On the other hand, when it comes to press conferences, Bill Belichick is easily the worst. But that’s a topic for another day.
This is about the fall of Jets and their head coach. And his mouth.
The problem is that during his incessant, humorous and sometimes incoherent ramblings, he made promises he couldn’t keep.
His “I’m not going to kiss Belichick’s rings” comment was just what Jets fans wanted and, the Jets believed, needed to hear. It was akin to a new Red Sox manager coming in and saying he hated the Yankees. New Englanders love that.
That was fine. But then Rex, with the back page of the N.Y. Post and N.Y. Daily News in his corner, got dangerous.
He promised something football coaches at all levels would never dare promise: He promised championships, as in Super Bowls.
He also pulled another coaching no-no, he told everyone that the Jets drafted a “franchise” quarterback in Mark Sanchez. He even jokingly nicknamed him “San-chize,” stealing a back page headline. It was way over the top, his promises and unreal expectations.
Along the way he tried, sometimes successfully, to prod his talented and successful neighbors to the north, your New England Patriots. He gave half-hearted praise of Belichick and Tom Brady early in his tenure, always saying, “Their coach is better than me. Their quarterback is better ... But he’s going to get my best shot.”

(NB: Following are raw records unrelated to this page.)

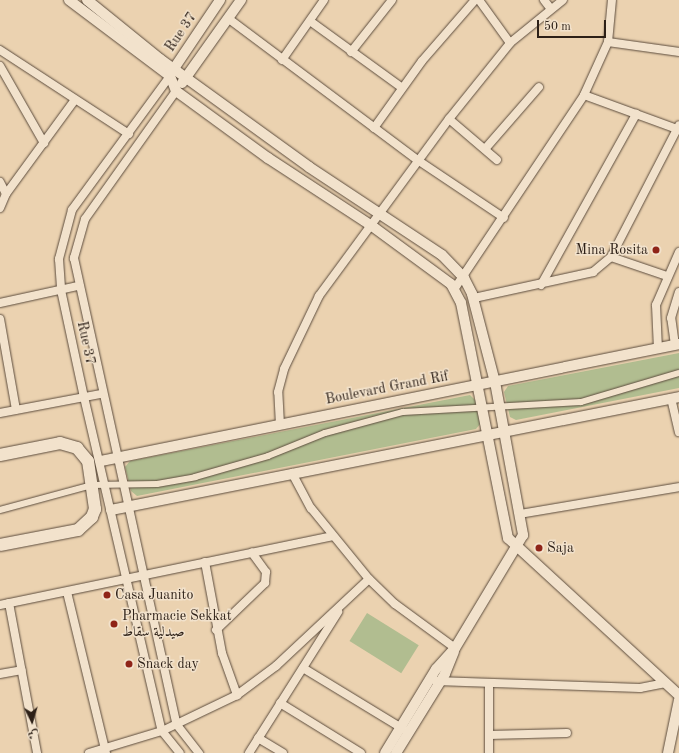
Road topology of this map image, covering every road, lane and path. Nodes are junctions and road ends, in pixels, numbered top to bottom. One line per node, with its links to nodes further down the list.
1 (69, 0): 22 (street)
2 (87, 0): 22 (street)
3 (242, 0): 13 (street, Rue 37)
4 (324, 0): 14 (street)
5 (392, 0): 18 (street)
6 (475, 0): 24 (street)
7 (479, 0): 16 (street)
8 (544, 0): 12 (street)
9 (563, 0): 12 (street)
10 (612, 0): 15 (street)
11 (218, 1): 22 (street, Rue 37)
12 (551, 9): 16 (street)
13 (229, 18): 20 (street); 23 (street, Rue 37)
14 (310, 21): 18 (street); 20 (street)
15 (608, 42): 19 (street); 27 (street)
16 (510, 43): 30 (street)
17 (0, 50): 28 (street)
18 (351, 52): 24 (street)
19 (679, 52)
20 (282, 60): 32 (street)
21 (0, 66): 34 (street)
22 (172, 72): 23 (street); 26 (street); 33 (street, Rue 37)
23 (186, 77): 26 (street, Rue 37); 42 (street)
24 (401, 87): 32 (street)
25 (539, 87): 35 (street)
26 (176, 91): 44 (street, Rue 37); 45 (street)
27 (584, 96): 29 (street); 43 (street)
28 (74, 101): 33 (street); 34 (street)
29 (636, 114): 31 (street); 50 (street)
30 (449, 119): 35 (street); 37 (street)
31 (678, 127): 47 (street)
32 (374, 128): 37 (street)
33 (129, 134): 41 (street, Rue 37)
34 (44, 143): 39 (street)
35 (485, 149): 36 (street)
36 (497, 160)
37 (419, 161): 42 (street); 43 (street)
38 (0, 182): 39 (street)
39 (6, 194): 40 (street)
40 (0, 208)
41 (72, 210): 44 (street); 53 (street, Rue 37)
42 (381, 212): 45 (street); 49 (street)
43 (504, 218): 49 (street)
44 (85, 219): 51 (street, Rue 37)
45 (372, 226): 52 (street); 70 (street)
46 (679, 252): 48 (street)
47 (611, 257): 48 (street); 50 (street)
48 (667, 276): 59 (street)
49 (464, 278): 52 (street); 55 (street)
50 (540, 285): 55 (street)
51 (78, 286): 53 (street); 63 (street, Rue 37)
52 (455, 288): 62 (street)
53 (61, 290): 56 (street); 64 (street, Rue 37)
54 (679, 292): 58 (street)
55 (474, 298): 61 (street)
56 (0, 303)
57 (0, 319): 68 (street)
58 (677, 345): 59 (street, Boulevard Grand Rif)
59 (658, 349): 61 (street, Boulevard Grand Rif)
60 (679, 373): 67 (street)
61 (495, 382): 62 (street, Boulevard Grand Rif); 67 (street)
62 (479, 385): 66 (street); 70 (street, Boulevard Grand Rif)
63 (102, 394): 64 (street); 75 (street, Rue 37)
64 (84, 397): 68 (street); 76 (street, Rue 37)
65 (675, 397): 71 (street); 72 (street)
66 (483, 406): 67 (street); 73 (street); 79 (street)
67 (500, 407): 71 (street)
68 (16, 410): 69 (street)
69 (0, 413)
70 (280, 425): 75 (street, Boulevard Grand Rif)
71 (505, 429): 73 (street); 85 (street)
72 (679, 432)
73 (488, 433): 77 (street); 88 (street)
74 (0, 455): 80 (main road)
75 (117, 458): 76 (street, Boulevard Grand Rif); 79 (street, Rue 37)
76 (100, 461): 78 (street, Rue 37)
77 (292, 472): 82 (street); 86 (street)
78 (105, 483): 79 (street); 80 (street); 84 (street, Rue 37)
79 (122, 483): 82 (street, Rue 37)
80 (92, 485): 83 (street); 87 (main road)
81 (679, 486): 85 (street)
82 (128, 506): 84 (street); 91 (street, Rue 37)
83 (0, 510)
84 (111, 510): 92 (street, Rue 37)
85 (520, 514): 88 (street)
86 (332, 536): 89 (street); 93 (street)
87 (0, 545)
88 (518, 547): 99 (street); 105 (street)
89 (252, 553): 90 (street); 98 (street)
90 (204, 562): 91 (street); 98 (street)
91 (141, 575): 92 (street); 111 (street, Rue 37)
92 (126, 578): 94 (street); 113 (street, Rue 37)
93 (369, 579): 95 (street); 99 (street)
94 (67, 592): 96 (street); 117 (street)
95 (347, 598): 100 (street); 107 (street)
96 (10, 603): 97 (street); 101 (street)
97 (0, 605)
98 (216, 630): 107 (street)
99 (455, 648): 103 (street); 104 (street)
100 (303, 668): 110 (street); 112 (street)
101 (22, 670): 102 (street); 118 (street)
102 (0, 674)
103 (429, 681): 104 (street); 112 (street)
104 (440, 682): 106 (street); 112 (street)
105 (666, 684): 106 (street); 108 (street)
106 (489, 685): 115 (street)
107 (237, 695): 111 (street)
108 (679, 695)
109 (679, 700): 128 (street)
110 (280, 703): 116 (street); 124 (street)
111 (176, 725): 113 (street); 121 (street)
112 (405, 730): 125 (street); 126 (street)
113 (162, 731): 117 (street); 120 (street)
114 (567, 733): 115 (street)
115 (489, 735): 127 (street)
116 (258, 738): 122 (street); 123 (street)
117 (106, 752): 119 (street)
118 (37, 753)
119 (89, 753)
120 (180, 753)
121 (199, 753)
122 (249, 753)
123 (283, 753)
124 (361, 753)
125 (385, 753)
126 (396, 753)
127 (488, 753)
128 (668, 753)

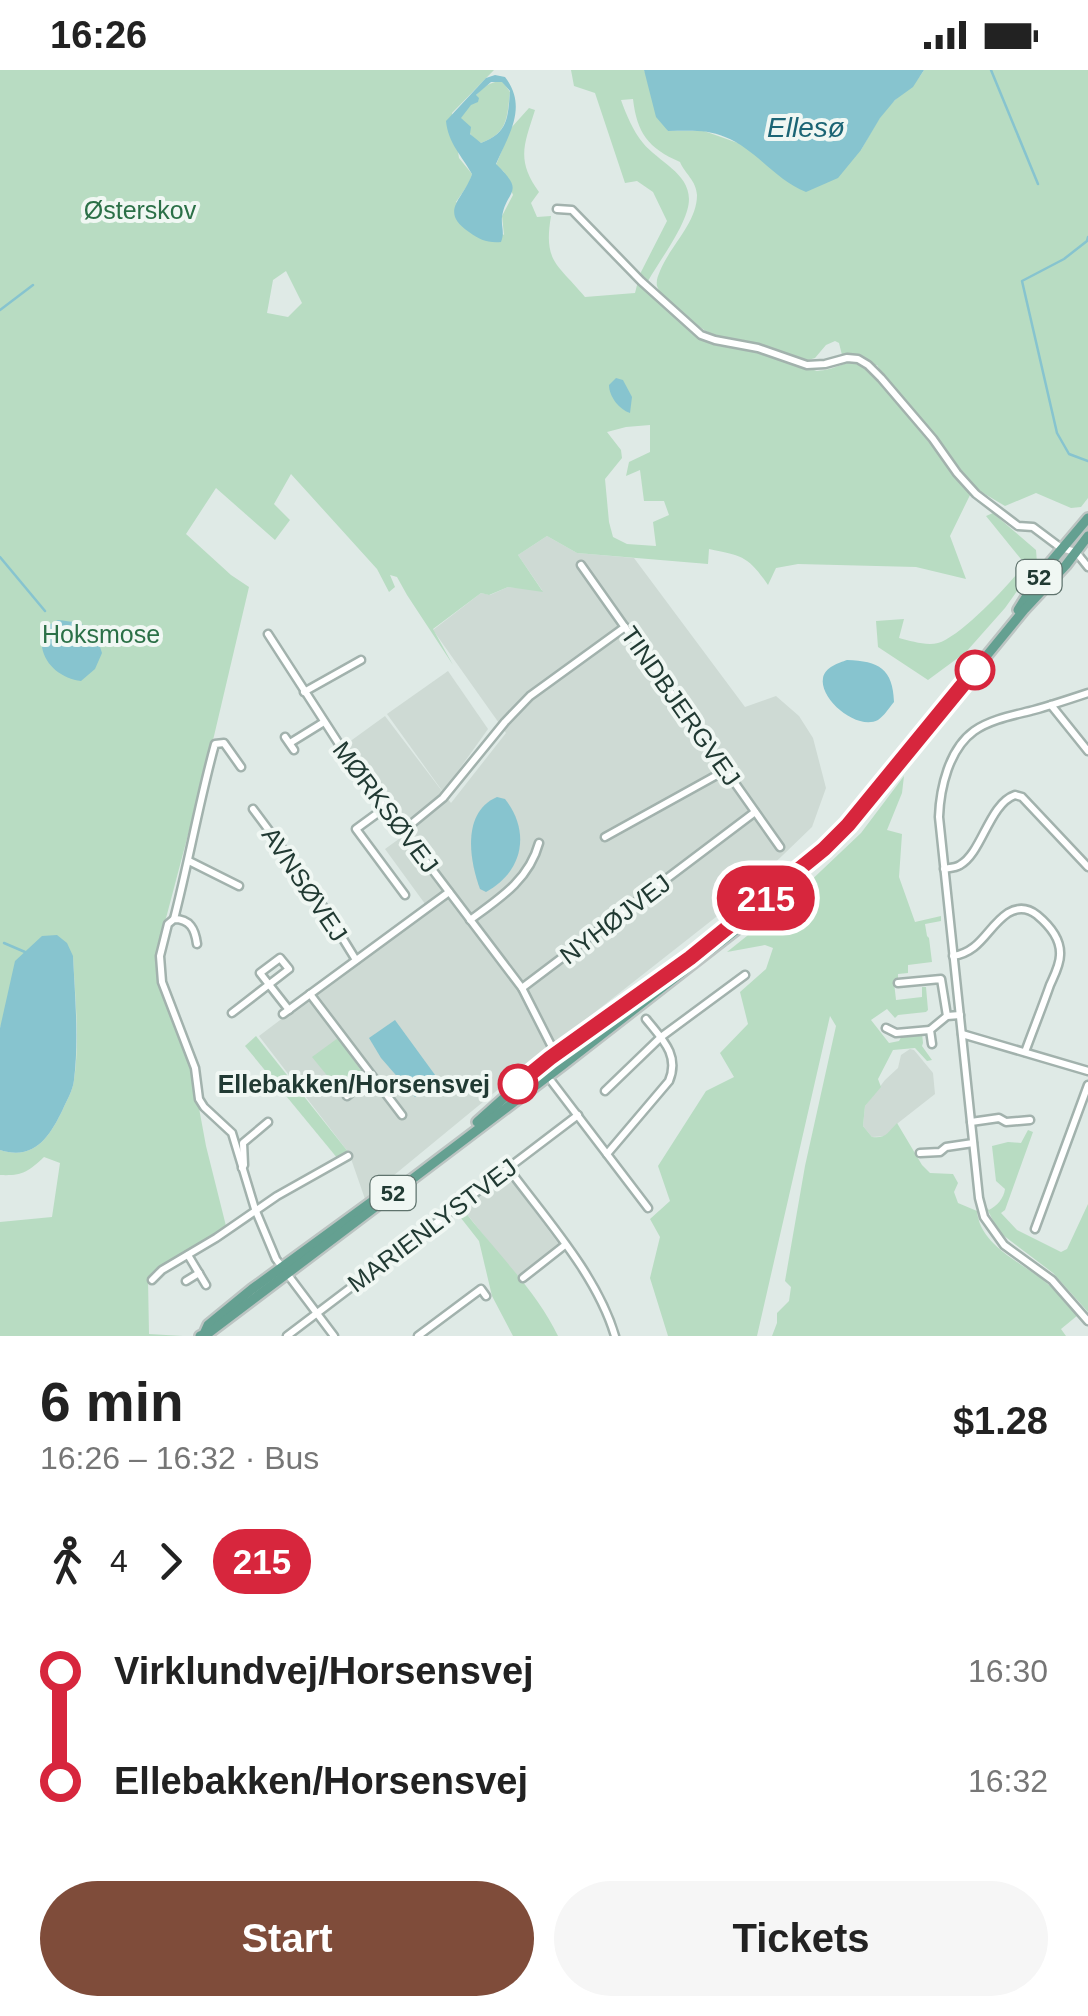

I never understood what that meant. Doesn’t every coach and every player plan on giving “their best shot”?
Even though most pundits predicted the 2012 Jets would be the worst team in Rex’s tenure, he wouldn’t hear any of it. The Jets went out and stole more back pages of the Post and Daily News by acquiring the biggest lightning rod in NFL history, Tim Tebow.
There were more promises about how they would use Tebow as Sanchez’s backup in case he struggled. They’d use him at tight end. They’d use him to run new offensive coordinator Tony Sparano’s vaunted “Wildcat” offense. And, last but not least, before a Patriots game Rex threatened to use him at running back.
To which Patriots linebacker Brandon Spikes shot back, “Oh man, I hope they use him at running back.”
Of course, none of that happened with Tebow. He was simply a way for the Jets to get some cheap headlines.
In the end, Rex and his promises have caused the Jets a lot of anger and misery this fall. Their mascot, Fireman Ed (Anzalone), quit on the team at halftime of their game on Thanksgiving night. He simply left the MetLife Stadium and announced he was retiring because of all the negativity, some related to the fact that he chose to wear a “Sanchez” jersey this year in support of the quarterback.
Why the negativity? I have one theory: Promises Rex couldn’t keep.
The quarterback Rex helped choose, was and always will be a backup. And winning Super Bowls is lot easier for teams not in the same division as Belichick, Brady and the Patriots.
The irony is that Rex is a very good to great defensive coordinator. He was Brady’s biggest nemesis the last four years. No team confused Brady, not even the mighty Pittsburgh Steelers, more than the Jets.
Even this year, as embarrassingly bad as the Jets have looked on offense, over four of the last five games his defense gave up only 11 points a game.
Of course, excluding the 49-19 debacle against the Patriots, all without arguably the game’s best defensive player in cornerback Darrelle Revis.
Of course, the offense, particularly Sanchez, was as bad as his defense was good, scoring more than 20 points just once in the last seven games.
So what happens now?
The Jets will no doubt fire GM Mike Tannebaum and they don’t have anything close to a franchise quarterback, which means this franchise is back where it started when Rex started making his promises. They are the good old Jets.
As for Rex, owner Woody Johnson has expressed his love for his coach several times over the last year. But it appears he may have finally, in this nasty climate the Jets are in, talked himself out of a job.